▸ Directions
One number is the whole answer: how many lines of the material hold "pinky".

----- Given entries -----

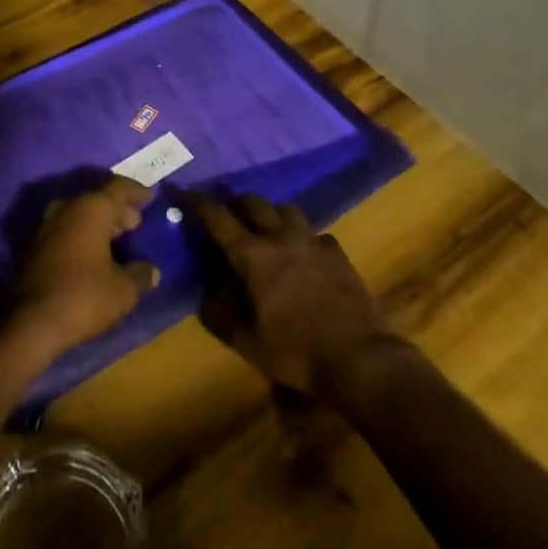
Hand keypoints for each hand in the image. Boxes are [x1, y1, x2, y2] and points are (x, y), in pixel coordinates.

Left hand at [5, 177, 160, 359]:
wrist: (30, 323)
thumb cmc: (83, 297)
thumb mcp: (123, 290)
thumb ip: (140, 275)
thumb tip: (151, 270)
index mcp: (91, 209)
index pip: (118, 188)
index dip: (137, 192)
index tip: (151, 197)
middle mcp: (67, 208)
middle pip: (98, 200)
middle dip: (119, 211)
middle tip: (136, 224)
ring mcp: (47, 225)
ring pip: (80, 215)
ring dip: (100, 224)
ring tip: (119, 240)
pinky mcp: (35, 246)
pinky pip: (67, 230)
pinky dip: (84, 236)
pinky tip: (95, 256)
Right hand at [196, 197, 394, 396]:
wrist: (360, 358)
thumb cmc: (297, 352)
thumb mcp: (248, 343)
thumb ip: (221, 317)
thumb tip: (205, 298)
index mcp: (254, 256)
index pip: (219, 220)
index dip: (200, 203)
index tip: (186, 190)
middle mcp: (281, 239)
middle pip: (255, 204)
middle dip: (237, 202)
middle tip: (229, 210)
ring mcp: (313, 243)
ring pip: (288, 210)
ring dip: (272, 213)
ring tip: (266, 225)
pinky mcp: (338, 255)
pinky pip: (317, 234)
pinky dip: (305, 237)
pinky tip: (305, 252)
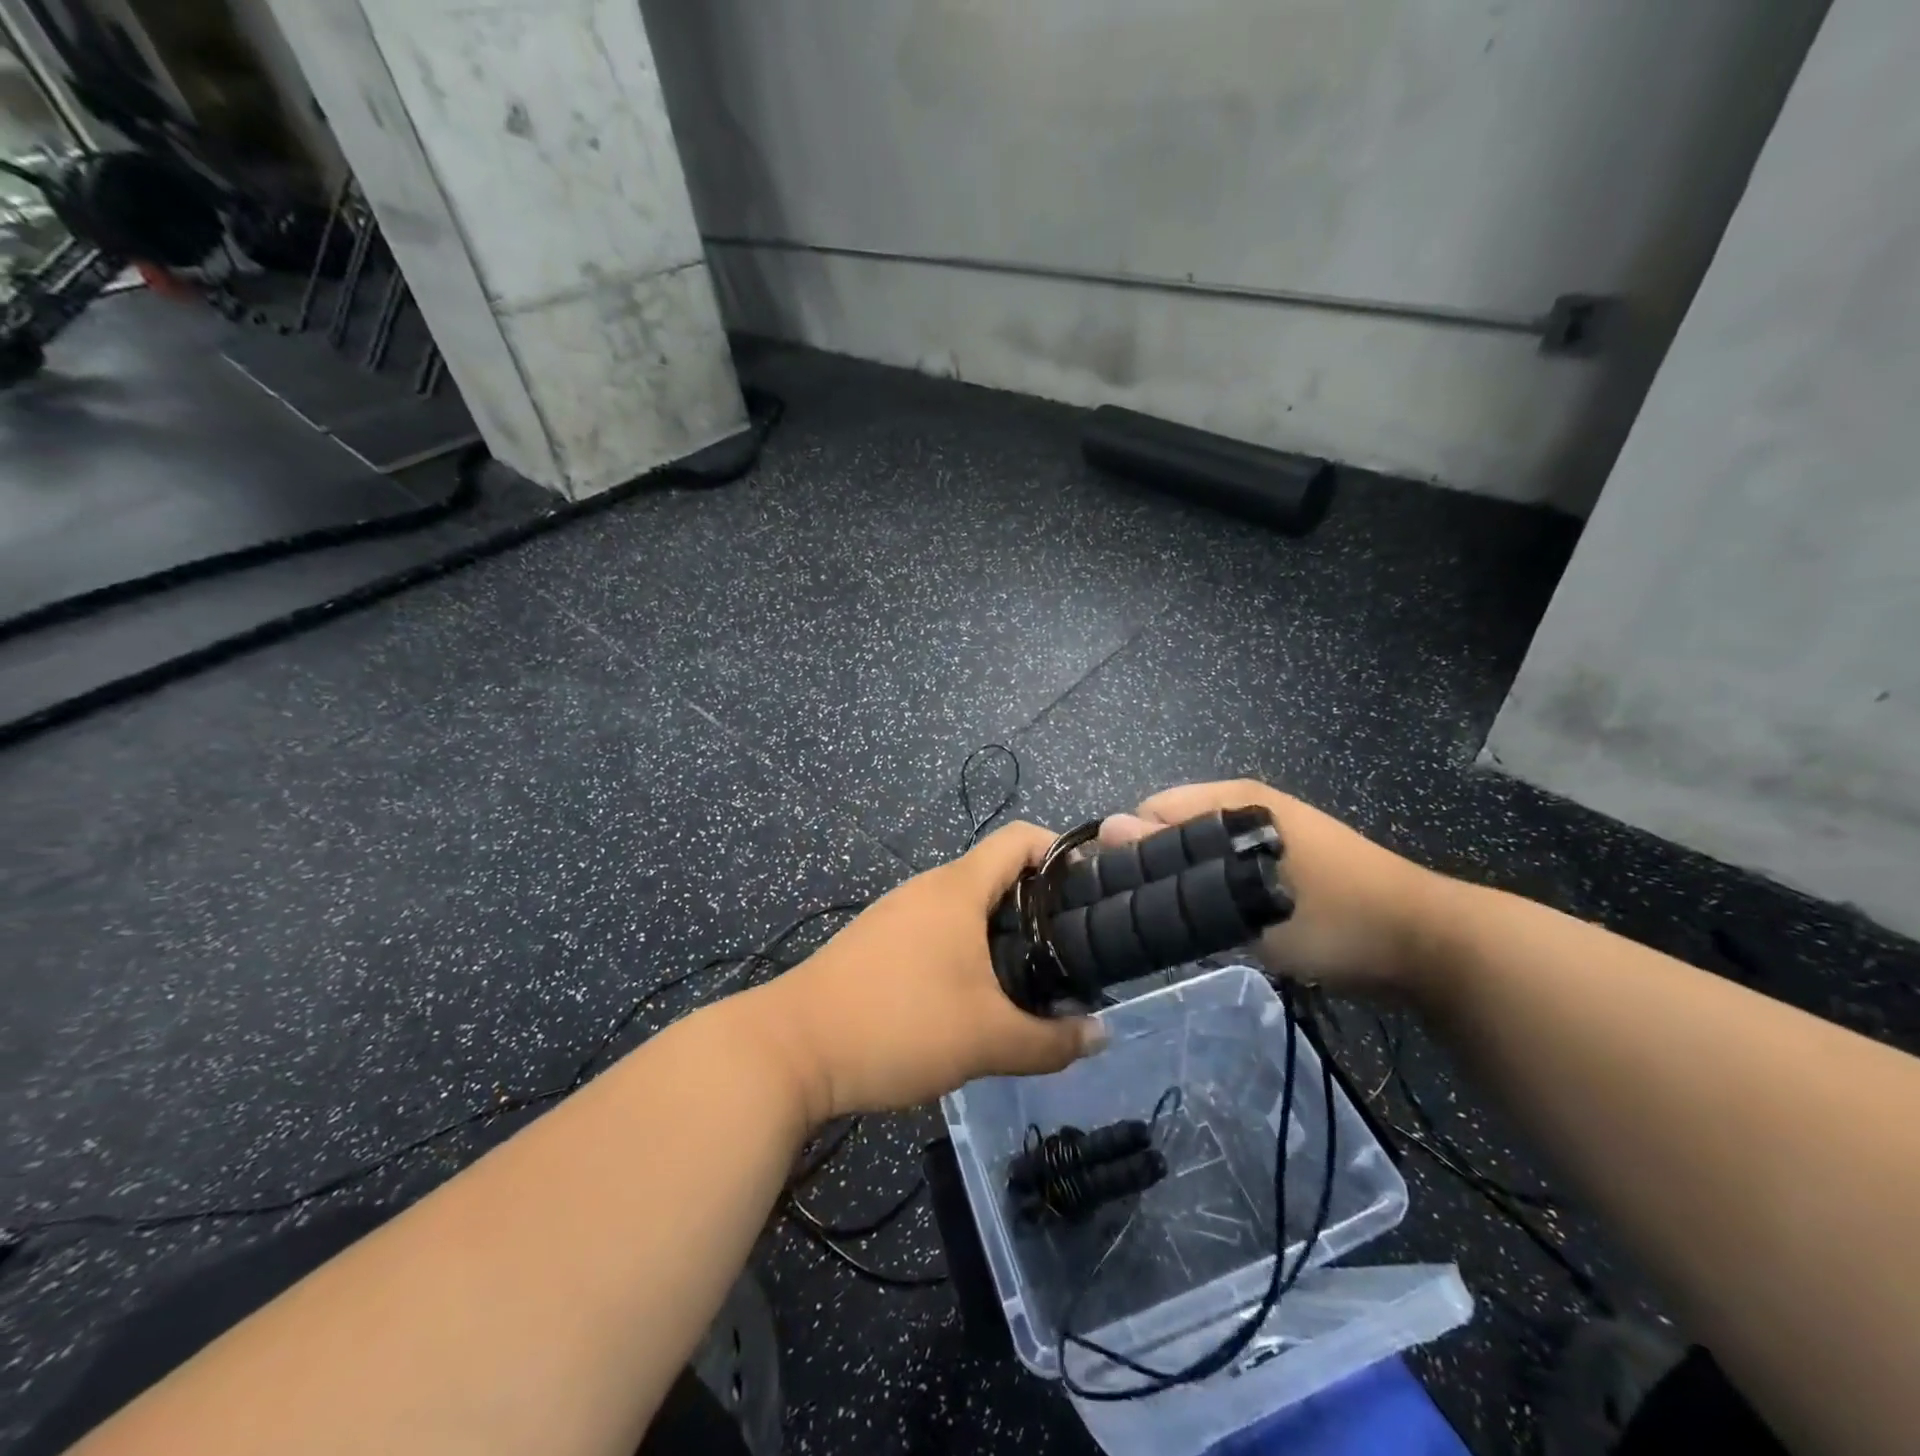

-----

▸ Exercise solution
8